Les élections présidentielles iraniennes auront lieu le 18 juin 2021 et, jusqu’à présent, on ne sait pas exactement qui seront les candidats proposés par les nombreuses factions de la République islamique et qui sera accepté par le Conseil des gardiens de la Constitution, qui est chargé de vérifier les références religieuses et politiques des candidats.

Cependant, la campagne électorale non officielle a commencé et – malgré les prédictions selon lesquelles il pourrait s’agir d’une élection ennuyeuse entre deux militaires, ou entre un religieux conservateur de droite et un militaire – il semble que le guide suprême (Ali Khamenei) et le régime islamique iranien aient décidé de pimenter l’élection, sans doute pour éviter un taux de participation douloureusement faible. Les spéculations vont bon train sur le fait qu’un certain nombre de candidats «réformateurs» se présenteront.

Le guide suprême de l’Iran, l’ayatollah Ali Khamenei, est censé être impartial et au-dessus de ces questions terre à terre, mais les membres de son équipe ont souvent un entretien discret avec ceux qu’ils ne veulent pas voir de présenter. Lors des dernières élections présidentielles de 2016, il a été largement supposé que Khamenei était intervenu pour empêcher l’ancien président Mahmoud Ahmadinejad de se présenter. Cette année, des rapports indiquent que le guide suprême a indiqué à Sayyid Hassan Khomeini, petit-fils du fondateur de la République islamique, Ruhollah Khomeini, de ne pas se présenter.
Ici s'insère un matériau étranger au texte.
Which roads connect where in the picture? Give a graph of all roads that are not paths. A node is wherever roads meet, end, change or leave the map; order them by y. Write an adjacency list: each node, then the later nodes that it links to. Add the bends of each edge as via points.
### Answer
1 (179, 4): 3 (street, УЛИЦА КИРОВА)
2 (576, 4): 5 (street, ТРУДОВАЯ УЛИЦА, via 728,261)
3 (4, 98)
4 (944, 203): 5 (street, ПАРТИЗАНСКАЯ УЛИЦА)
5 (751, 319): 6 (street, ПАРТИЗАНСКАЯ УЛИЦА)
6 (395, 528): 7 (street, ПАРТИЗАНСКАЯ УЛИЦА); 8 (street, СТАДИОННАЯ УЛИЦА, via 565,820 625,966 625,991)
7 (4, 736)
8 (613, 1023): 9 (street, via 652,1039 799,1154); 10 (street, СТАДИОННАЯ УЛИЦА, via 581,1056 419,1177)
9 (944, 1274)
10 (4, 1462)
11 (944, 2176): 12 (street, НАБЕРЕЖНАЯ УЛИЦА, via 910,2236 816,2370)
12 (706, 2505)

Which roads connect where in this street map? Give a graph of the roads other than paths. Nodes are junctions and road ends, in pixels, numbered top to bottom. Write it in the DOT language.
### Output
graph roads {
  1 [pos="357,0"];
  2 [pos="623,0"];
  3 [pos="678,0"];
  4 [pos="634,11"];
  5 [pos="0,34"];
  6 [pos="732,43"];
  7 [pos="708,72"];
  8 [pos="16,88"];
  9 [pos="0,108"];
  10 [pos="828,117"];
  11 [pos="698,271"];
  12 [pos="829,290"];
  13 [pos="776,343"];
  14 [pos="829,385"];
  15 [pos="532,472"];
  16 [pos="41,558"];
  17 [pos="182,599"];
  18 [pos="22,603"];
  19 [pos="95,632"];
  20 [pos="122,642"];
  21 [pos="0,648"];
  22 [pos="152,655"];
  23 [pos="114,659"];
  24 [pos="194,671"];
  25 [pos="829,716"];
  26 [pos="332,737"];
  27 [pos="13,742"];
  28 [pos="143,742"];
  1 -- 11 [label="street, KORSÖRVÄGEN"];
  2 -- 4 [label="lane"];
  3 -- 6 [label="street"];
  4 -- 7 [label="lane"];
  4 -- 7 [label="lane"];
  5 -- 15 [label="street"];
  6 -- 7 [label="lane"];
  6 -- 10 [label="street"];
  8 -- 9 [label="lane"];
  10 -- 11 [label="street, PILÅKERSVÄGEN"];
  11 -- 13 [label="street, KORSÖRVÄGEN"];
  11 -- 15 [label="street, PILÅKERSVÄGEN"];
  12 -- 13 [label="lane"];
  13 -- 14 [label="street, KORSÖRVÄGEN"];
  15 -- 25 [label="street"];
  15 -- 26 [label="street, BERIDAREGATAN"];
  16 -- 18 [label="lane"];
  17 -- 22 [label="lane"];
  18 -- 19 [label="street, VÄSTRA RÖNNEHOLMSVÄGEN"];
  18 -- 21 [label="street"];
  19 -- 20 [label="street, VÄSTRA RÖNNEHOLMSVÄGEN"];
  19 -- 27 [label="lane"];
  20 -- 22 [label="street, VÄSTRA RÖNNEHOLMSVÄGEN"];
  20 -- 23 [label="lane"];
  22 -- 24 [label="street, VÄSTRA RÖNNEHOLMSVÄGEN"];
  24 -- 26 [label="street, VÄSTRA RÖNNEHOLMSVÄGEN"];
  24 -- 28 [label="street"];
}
On dit que Khomeini junior est proche des factions «réformistes» du régime.

Le candidat évident de la faction conservatrice aurait été l’ayatollah Ebrahim Raisi, qui s’est opposé à Hassan Rouhani en 2016 et qui est actuellement à la tête du pouvoir judiciaire. Cependant, selon les rumeurs qui courent à Téhéran, Ali Khamenei lui a demandé de ne pas se présenter, car il préférerait qu’un candidat militaire représente la droite. En fait, jusqu’à présent, trois commandants actuels et anciens des Gardiens de la révolution (IRGC) ont annoncé leur souhait de se porter candidats.

«Réformiste»

La semaine dernière, Sayyid Mostafa Tajzadeh a annoncé sa candidature. Sayyid Mostafa Tajzadeh était un membre «réformiste» du Front de participation de l’Iran islamique. Il a été brièvement ministre de l’Intérieur par intérim pendant la présidence de Mohammad Khatami (1997-2005). Il a ensuite été détenu à la prison d’Evin entre 2009 et 2016 pour avoir soutenu le Mouvement vert iranien, qui n’a rien à voir avec les préoccupations environnementales, mais a été formé en opposition au président Mahmoud Ahmadinejad, à la suite des élections présidentielles contestées de 2009. Il a été condamné pour «rassemblement et collusion contre la sécurité nationale» et «propagande contre le régime».

Voici la traduction d’extraits de sa première déclaration, annonçant sa candidature:

«L’Iran et les Iraniens souffrent de l’échec de dirigeants incompétents et corrompus, de l’inflation chronique, de la discrimination, d’une économie rentière et d’une corruption omniprésente, de monstruosités sociales, de contradictions coûteuses et inutiles avec les États-Unis, de sanctions dévastatrices, ainsi que des conséquences d’un virus mortel, le coronavirus.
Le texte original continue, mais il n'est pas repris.